A 43-year-old woman with Factor V Leiden mutation developed a spontaneous left-sided dural type (indirect) carotid cavernous fistula (CCF) with proptosis, chemosis, and left cranial nerve VI paralysis. A and B, Lateral view of the left internal carotid artery (ICA) injection and a left ICA 3D reconstruction demonstrates a moderate-flow CCF supplied from multiple left cavernous ICA branches. Additional supply also originated from left external carotid artery (ECA) and right ECA branches (not shown). Given the small size and multiplicity of feeders, transvenous treatment was favored. C and D, A microcatheter was navigated from the left facial vein into the left superior ophthalmic vein (arrows). The cavernous sinus was filled with coils (arrowhead), resulting in complete obliteration of the fistula (D). The proptosis and chemosis resolved the same day, and improvement of left cranial nerve VI function was already evident on postoperative day 1.

Fig 5.

A 58-year-old male patient presented with thunderclap headache and a small subarachnoid hemorrhage centered at the foramen magnum. A, Left vertebral angiogram demonstrates a dural fistula at the foramen magnum adjacent to the V4 segment of the left vertebral artery. A dominant feeder is noted arising from the left vertebral artery (arrow), and there is a focal venous varix (arrowhead). The venous drainage was along the perimesencephalic vein into the left superior petrosal sinus (not shown).

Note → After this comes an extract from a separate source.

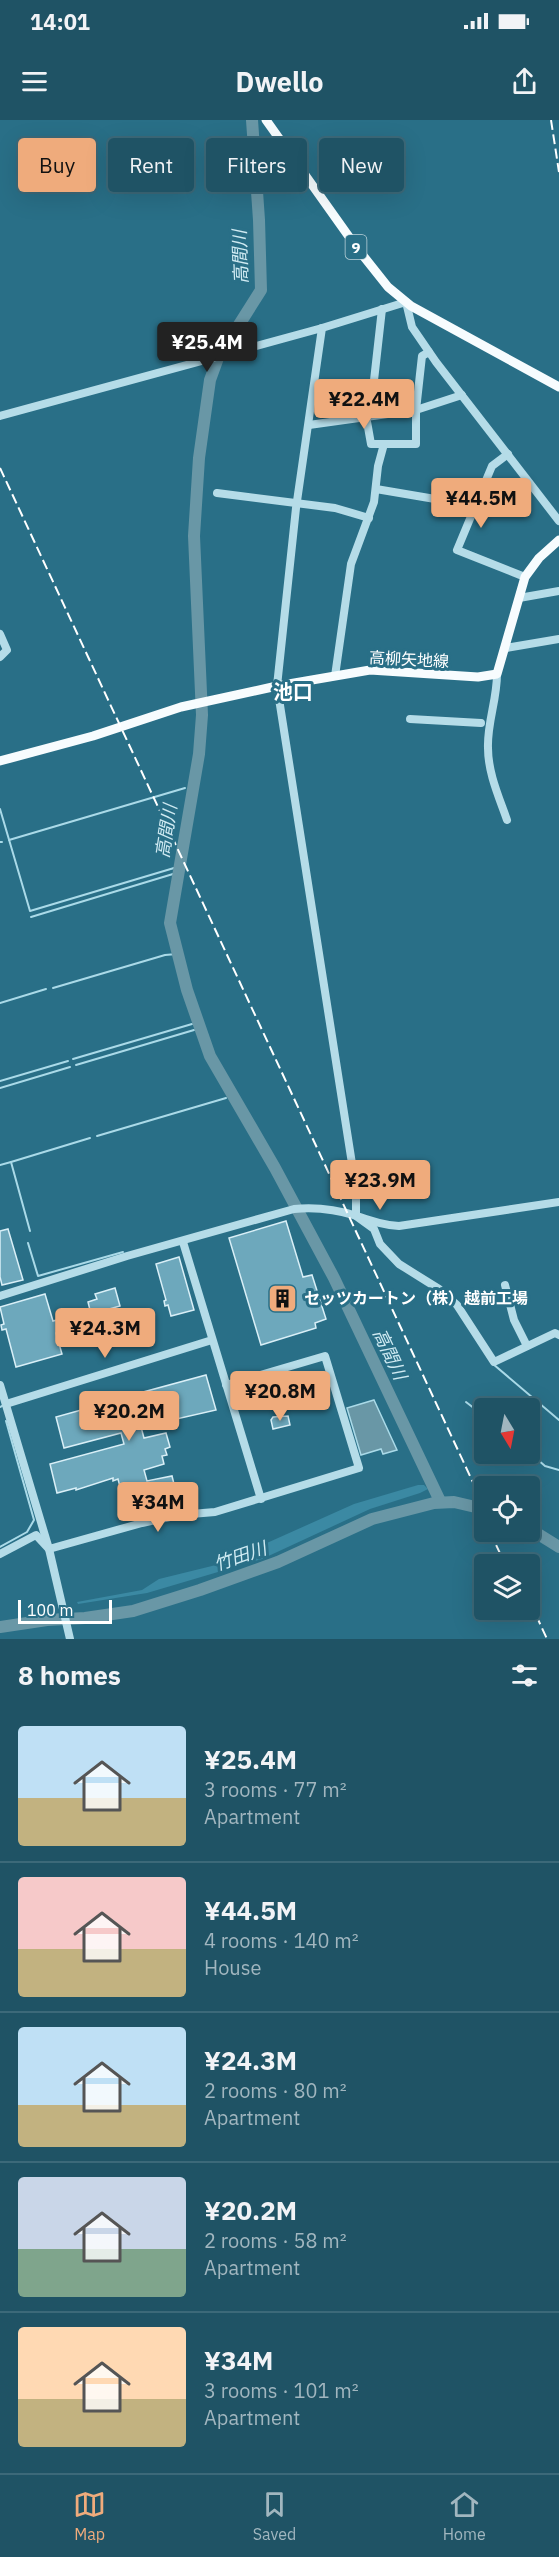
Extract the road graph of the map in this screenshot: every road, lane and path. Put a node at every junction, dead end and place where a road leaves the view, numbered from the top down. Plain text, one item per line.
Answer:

B, Axial DynaCT (Siemens, Erlangen, Germany) reconstruction reveals multiple additional feeders (arrows) that were difficult to appreciate on 2D DSA. The patient underwent an embolization of the larger feeder transarterially, but complete occlusion of the fistula was not accomplished. C, The residual fistula was surgically occluded. A partial C1 laminectomy and suboccipital craniotomy were fashioned. Surgical disconnection of the venous outflow was performed, resulting in complete obliteration of the fistula. The patient made an uncomplicated and complete recovery.